• [MATERIAL SHOWN]:
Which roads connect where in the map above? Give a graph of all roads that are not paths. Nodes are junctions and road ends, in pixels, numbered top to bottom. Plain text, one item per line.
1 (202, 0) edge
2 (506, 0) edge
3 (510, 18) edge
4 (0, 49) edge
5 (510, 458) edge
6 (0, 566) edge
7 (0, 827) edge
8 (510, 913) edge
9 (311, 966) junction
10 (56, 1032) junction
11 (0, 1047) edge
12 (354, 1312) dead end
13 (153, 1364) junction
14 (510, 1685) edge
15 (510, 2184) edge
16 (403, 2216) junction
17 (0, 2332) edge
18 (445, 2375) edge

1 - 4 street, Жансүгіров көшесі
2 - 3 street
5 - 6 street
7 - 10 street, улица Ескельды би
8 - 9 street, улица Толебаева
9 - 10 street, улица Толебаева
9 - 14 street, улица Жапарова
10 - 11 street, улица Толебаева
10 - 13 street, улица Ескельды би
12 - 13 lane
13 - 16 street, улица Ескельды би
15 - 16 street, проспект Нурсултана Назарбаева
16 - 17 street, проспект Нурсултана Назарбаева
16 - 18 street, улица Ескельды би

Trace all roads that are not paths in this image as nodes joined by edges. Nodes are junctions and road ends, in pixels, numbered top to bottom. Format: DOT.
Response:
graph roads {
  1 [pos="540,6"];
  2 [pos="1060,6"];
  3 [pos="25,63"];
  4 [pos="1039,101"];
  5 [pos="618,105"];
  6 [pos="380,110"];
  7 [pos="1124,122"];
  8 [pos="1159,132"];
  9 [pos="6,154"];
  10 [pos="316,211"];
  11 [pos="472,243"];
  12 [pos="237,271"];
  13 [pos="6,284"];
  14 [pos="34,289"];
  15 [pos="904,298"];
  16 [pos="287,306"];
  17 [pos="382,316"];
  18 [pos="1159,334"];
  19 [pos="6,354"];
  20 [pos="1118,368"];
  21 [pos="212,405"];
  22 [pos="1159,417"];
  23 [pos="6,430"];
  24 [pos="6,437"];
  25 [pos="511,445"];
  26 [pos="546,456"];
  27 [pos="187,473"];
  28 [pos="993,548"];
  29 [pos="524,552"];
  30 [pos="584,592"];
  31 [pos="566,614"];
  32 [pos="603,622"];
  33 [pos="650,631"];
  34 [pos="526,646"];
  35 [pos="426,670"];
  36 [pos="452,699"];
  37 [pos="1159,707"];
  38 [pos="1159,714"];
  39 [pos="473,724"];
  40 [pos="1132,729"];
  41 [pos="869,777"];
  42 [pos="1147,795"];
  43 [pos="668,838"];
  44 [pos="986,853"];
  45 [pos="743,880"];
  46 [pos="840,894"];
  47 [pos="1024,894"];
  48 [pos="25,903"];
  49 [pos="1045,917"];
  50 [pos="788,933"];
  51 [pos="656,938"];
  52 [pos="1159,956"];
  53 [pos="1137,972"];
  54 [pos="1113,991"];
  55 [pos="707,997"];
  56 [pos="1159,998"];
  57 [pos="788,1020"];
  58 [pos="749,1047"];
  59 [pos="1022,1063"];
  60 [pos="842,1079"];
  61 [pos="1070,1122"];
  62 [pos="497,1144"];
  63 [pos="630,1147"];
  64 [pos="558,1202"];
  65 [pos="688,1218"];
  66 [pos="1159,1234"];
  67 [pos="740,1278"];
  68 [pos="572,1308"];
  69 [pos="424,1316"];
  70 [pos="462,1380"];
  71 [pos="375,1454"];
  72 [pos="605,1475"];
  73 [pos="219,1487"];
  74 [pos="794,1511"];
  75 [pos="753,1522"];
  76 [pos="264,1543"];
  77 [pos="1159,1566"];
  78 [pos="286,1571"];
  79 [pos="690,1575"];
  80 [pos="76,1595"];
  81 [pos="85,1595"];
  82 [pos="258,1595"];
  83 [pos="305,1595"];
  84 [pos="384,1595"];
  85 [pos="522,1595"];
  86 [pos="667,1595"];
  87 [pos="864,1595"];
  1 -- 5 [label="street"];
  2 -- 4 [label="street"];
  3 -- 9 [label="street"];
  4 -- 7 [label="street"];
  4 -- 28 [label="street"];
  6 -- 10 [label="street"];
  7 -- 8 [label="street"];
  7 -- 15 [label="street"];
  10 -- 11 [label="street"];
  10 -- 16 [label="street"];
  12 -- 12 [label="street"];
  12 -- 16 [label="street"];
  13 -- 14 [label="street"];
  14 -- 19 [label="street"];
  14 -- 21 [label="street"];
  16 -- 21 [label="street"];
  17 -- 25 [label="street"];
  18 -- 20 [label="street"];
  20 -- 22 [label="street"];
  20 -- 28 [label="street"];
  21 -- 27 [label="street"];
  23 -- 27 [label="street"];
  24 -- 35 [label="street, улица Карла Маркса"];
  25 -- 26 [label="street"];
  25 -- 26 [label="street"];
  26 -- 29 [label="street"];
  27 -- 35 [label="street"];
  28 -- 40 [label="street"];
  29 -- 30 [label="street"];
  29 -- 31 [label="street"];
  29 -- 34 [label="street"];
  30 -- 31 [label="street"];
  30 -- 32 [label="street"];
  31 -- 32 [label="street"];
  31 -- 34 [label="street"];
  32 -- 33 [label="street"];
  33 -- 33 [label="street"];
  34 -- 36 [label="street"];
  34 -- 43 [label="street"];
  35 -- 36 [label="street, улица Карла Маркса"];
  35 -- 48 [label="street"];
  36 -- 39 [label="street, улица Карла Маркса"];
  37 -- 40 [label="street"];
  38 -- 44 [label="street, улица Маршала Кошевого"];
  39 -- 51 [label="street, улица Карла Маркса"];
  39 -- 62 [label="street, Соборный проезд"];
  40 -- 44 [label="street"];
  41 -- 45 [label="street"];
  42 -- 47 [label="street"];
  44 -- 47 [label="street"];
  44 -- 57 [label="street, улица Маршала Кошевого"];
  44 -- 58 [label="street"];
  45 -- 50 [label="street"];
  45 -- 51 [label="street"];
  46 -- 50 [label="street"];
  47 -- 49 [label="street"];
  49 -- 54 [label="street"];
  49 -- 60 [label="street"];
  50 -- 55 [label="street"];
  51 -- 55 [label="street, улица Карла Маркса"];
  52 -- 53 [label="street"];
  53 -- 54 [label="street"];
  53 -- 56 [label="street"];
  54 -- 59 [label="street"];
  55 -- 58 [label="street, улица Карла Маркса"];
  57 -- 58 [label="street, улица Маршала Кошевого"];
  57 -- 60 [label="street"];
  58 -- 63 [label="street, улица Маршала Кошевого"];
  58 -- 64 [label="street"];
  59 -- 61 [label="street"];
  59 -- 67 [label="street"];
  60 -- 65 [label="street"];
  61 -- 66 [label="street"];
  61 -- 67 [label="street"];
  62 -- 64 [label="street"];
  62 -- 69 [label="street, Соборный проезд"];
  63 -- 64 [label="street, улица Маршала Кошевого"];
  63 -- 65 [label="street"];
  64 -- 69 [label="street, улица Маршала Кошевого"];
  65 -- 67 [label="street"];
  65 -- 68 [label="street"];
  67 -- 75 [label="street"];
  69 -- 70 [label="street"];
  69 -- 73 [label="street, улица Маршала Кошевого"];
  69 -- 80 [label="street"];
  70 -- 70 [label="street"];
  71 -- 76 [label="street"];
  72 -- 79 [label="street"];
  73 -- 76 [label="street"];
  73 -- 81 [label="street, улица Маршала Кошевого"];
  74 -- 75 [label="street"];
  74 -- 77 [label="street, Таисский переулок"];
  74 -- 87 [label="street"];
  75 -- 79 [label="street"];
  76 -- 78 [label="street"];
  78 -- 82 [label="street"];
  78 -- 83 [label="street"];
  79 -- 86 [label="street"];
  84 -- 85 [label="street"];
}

• [EXERCISE DETAILS]:
Using the records given above, list every line that includes the word "bottom".

• [TASK ANSWER]:
Which roads connect where in the map above? Give a graph of all roads that are not paths. Nodes are junctions and road ends, in pixels, numbered top to bottom. Plain text, one item per line.
Trace all roads that are not paths in this image as nodes joined by edges. Nodes are junctions and road ends, in pixels, numbered top to bottom. Format: DOT.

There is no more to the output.